[Work item]: The answer must be every line of the records below that contains the word "Royal".

[Records]:

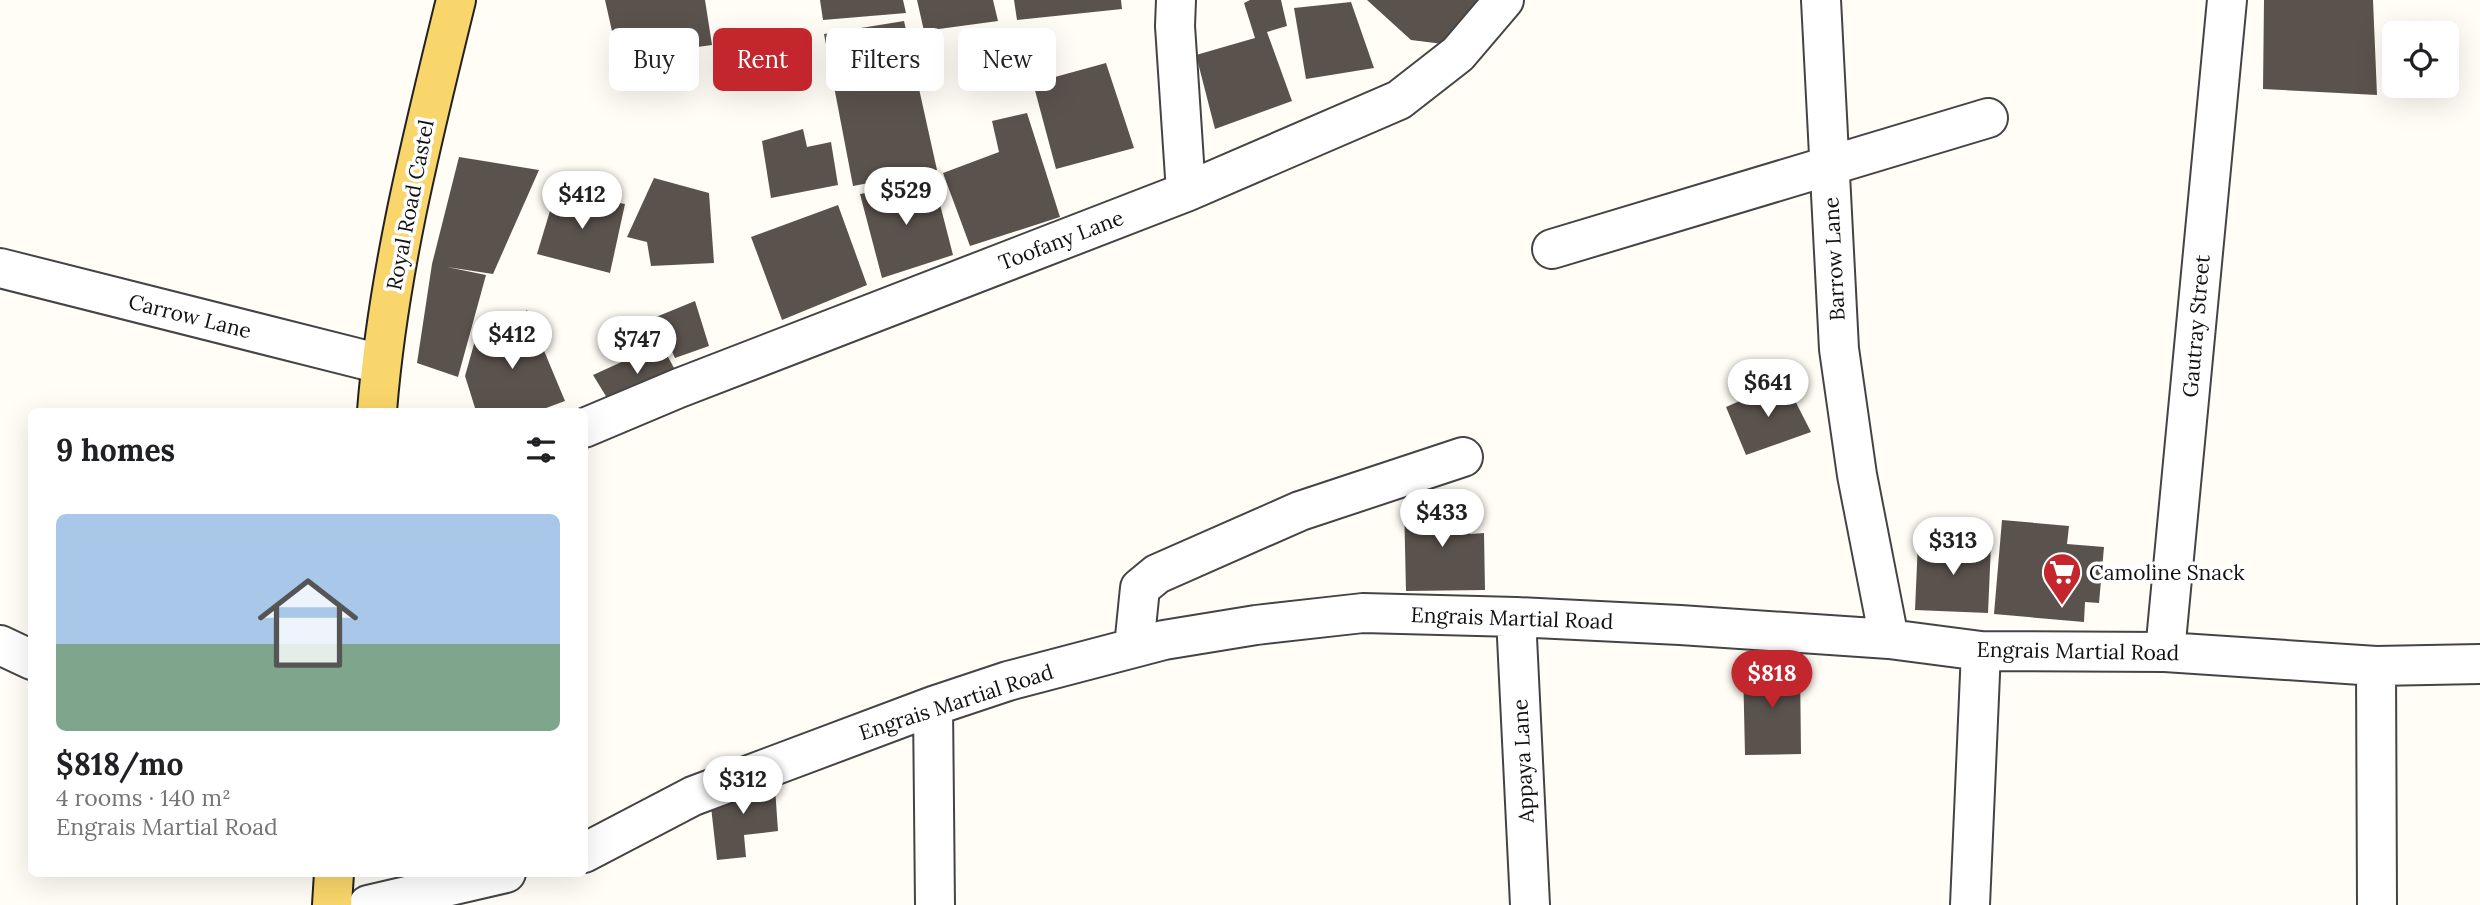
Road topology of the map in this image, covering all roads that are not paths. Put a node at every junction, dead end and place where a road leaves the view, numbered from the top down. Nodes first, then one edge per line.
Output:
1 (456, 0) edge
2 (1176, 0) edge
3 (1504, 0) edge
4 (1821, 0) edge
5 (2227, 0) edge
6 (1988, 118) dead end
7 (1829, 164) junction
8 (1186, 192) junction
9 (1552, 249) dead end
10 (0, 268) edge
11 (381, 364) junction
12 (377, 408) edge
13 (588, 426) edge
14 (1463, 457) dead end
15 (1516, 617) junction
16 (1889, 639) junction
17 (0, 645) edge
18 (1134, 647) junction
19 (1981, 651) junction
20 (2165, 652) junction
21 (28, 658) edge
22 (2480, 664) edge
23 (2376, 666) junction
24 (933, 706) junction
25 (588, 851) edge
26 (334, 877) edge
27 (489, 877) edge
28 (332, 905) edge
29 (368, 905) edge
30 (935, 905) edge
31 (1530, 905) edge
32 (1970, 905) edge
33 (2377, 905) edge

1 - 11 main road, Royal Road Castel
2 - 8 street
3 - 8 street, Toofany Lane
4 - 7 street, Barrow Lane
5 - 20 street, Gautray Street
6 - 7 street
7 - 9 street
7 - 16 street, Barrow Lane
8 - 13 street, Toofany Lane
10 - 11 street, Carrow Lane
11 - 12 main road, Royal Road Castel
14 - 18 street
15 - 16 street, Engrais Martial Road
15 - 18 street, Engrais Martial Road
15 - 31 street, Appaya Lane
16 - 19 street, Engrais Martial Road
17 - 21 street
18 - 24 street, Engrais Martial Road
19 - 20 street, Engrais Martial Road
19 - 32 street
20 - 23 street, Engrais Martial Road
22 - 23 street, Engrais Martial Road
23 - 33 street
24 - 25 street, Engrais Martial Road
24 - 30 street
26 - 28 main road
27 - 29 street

...

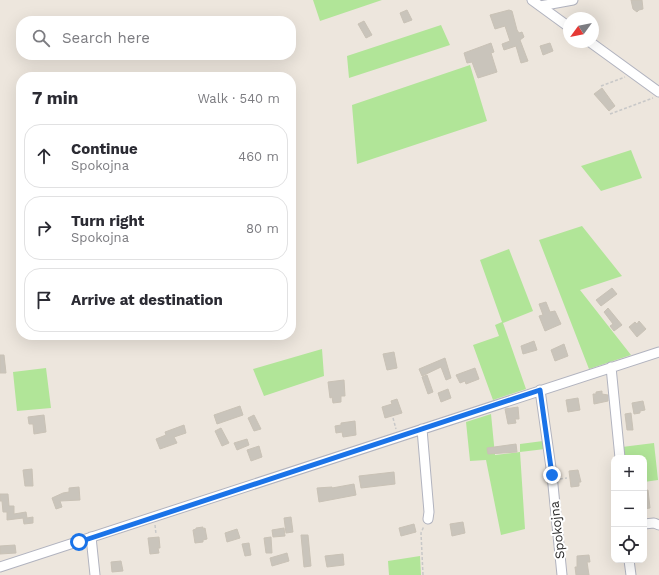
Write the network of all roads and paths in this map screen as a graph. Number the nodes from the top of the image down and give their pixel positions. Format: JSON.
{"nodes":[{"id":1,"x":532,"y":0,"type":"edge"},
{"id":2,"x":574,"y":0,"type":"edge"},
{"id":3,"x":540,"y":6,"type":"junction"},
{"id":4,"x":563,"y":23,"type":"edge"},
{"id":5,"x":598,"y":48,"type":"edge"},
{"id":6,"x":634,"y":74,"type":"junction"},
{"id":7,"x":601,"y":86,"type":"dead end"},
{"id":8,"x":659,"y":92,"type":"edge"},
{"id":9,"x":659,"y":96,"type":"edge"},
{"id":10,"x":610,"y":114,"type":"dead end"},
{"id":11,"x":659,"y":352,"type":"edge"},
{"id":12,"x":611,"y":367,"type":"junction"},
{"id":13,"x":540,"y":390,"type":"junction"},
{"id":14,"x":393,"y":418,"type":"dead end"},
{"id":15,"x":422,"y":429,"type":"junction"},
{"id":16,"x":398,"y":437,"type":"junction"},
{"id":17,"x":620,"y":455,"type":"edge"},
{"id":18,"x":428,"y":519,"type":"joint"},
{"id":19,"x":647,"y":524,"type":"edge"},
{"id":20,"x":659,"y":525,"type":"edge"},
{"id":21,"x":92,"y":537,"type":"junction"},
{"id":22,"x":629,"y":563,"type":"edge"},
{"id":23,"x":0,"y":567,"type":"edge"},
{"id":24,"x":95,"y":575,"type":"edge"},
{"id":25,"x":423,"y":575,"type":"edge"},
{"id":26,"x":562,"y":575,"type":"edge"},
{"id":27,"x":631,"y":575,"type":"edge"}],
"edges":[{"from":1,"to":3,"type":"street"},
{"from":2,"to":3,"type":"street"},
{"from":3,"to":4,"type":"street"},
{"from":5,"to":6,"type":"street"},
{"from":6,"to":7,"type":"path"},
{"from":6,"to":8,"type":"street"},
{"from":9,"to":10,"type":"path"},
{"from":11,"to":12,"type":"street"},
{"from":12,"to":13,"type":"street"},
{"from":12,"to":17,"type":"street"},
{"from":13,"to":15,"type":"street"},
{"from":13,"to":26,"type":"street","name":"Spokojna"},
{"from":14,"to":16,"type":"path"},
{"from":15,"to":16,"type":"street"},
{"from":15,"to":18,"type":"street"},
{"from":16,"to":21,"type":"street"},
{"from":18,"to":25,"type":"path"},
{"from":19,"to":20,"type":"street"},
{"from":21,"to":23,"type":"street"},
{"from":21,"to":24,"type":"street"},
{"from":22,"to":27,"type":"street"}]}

[Response to this exercise]:
1 - 11 main road, Royal Road Castel
11 - 12 main road, Royal Road Castel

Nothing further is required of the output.